Developers Say They're Ready to Build Windows Phone 8 Apps

 
 
By Robert Mullins  |  Posted 2012-10-25 Email Print this article Print
 
 
 
 
 
 
 

At the Sprint Open Solutions Conference application developers who’ve been building applications for Apple and Android devices say they are shifting their attention to software for the coming Windows Phone 8 OS from Microsoft.

SAN JOSE, CALIF. – Mobile application developers who’ve concentrated most of their efforts on creating applications to run on Apple iPads, iPhones and various Google Android OS devices are now starting to shift their attention to Windows Phone 8 with the mobile operating system due to officially premiere Oct. 29.

Developers interviewed at the Sprint Open Solutions Conference Oct. 24 and 25 here say they have had to concentrate on writing apps for the Apple iOS and Google Android platforms because that’s where the customers are.

The Apple App Store has 975,000 apps, 275,000 of them optimized for the iPad, according to the latest count. The Google app store, now called Google Play, has 675,000 apps for Android-powered smartphones and tablets. The Microsoft Store, whose opening will coincide with the debut of Windows 8 Oct. 26, offers an inventory of 100,000 apps and games, according to a company statement.

Microsoft faces a chicken-and-egg dilemma in that developers are reluctant to build apps until there are more WP8 devices on the market and consumers are reluctant to buy WP8 devices until there are more apps available.

But developers at the Sprint conference see the market starting to turn.

“People are beginning to realize that their device can do more and be more with better apps,” said Jacob Orrin, director of business development at Quixey, a maker of an application programming interface (API) for creating an application search function inside a mobile Web browser.

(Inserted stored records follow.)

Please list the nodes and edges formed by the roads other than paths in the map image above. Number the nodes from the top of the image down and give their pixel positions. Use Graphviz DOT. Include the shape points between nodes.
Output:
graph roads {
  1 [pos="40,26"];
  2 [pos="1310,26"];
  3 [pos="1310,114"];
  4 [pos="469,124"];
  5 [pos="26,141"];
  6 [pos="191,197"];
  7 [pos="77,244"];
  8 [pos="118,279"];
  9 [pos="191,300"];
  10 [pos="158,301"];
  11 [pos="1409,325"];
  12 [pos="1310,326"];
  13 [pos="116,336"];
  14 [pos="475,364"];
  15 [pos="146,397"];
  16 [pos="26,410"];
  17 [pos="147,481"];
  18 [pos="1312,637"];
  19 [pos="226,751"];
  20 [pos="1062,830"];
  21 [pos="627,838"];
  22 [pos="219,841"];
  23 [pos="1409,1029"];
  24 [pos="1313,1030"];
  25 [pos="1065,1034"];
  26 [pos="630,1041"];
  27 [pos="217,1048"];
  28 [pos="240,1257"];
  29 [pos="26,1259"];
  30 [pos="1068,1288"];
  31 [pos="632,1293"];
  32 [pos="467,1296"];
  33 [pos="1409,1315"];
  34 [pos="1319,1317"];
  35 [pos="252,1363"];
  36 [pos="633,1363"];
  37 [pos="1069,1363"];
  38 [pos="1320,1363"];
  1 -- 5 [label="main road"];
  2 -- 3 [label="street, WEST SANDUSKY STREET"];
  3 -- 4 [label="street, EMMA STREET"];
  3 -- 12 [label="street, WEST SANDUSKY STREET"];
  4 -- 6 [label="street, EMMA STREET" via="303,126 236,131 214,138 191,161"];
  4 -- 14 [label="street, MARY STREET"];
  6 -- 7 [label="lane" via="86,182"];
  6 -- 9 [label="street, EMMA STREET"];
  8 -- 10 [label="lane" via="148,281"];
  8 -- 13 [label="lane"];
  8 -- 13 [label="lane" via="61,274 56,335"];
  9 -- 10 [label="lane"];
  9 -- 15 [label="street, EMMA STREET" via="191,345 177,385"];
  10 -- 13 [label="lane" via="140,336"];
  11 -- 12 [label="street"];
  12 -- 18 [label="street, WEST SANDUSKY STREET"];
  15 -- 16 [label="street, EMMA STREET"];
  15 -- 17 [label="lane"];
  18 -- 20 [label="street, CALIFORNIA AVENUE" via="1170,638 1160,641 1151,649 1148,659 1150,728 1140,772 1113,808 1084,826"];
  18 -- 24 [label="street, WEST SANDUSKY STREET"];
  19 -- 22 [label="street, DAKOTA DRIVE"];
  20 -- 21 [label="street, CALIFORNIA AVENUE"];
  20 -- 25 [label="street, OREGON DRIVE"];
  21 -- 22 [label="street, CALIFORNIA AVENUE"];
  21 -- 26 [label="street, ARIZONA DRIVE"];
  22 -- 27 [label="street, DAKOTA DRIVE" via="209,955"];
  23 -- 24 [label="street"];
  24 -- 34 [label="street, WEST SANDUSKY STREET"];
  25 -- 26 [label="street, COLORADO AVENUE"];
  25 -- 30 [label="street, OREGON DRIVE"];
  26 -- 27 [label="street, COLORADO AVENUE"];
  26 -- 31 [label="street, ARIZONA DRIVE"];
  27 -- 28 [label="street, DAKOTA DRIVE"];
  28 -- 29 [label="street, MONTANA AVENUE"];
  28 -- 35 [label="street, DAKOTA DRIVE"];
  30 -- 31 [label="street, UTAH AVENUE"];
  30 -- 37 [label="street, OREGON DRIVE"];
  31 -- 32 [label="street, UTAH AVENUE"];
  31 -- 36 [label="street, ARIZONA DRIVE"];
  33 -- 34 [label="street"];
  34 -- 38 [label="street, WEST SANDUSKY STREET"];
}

Quixey APIs power the search function in Maxthon’s mobile browser and as just announced Oct. 24 at the Sprint event, Skyfire Horizon will add a mobile search function powered by Quixey to its browser extension platform.

As many as 63 percent of application downloads in the Apple and Android stores are apps the user found through search, said Orrin.

While Quixey has been devoting its efforts toward the Apple iOS and Android platforms, he finds the possibilities with Windows Phone 8 “exciting.”

“Microsoft doesn’t shy away from a challenge,” Orrin said. “We know they’ve been behind in the mobile space for a while now, but they’re not scared of trying something fantastic and really going with it.”

He also lauded Nokia for leveraging its Symbian app development team to help benefit the Windows Phone ecosystem. Nokia is phasing out its Symbian OS for its devices and replacing it with Windows Phone.

Microsoft may also gain wider adoption in the application space given the enterprise focus of the company with Microsoft Office, which can run on Windows Phone 8, Windows 8 RT for tablets and Windows Pro 8 for desktop computers, Orrin said.

His sentiment is seconded by Toby Rush, CEO of EyeVerify, a startup that delivers access authentication for smartphones to access a corporate network or a highly secured site such as a bank Website.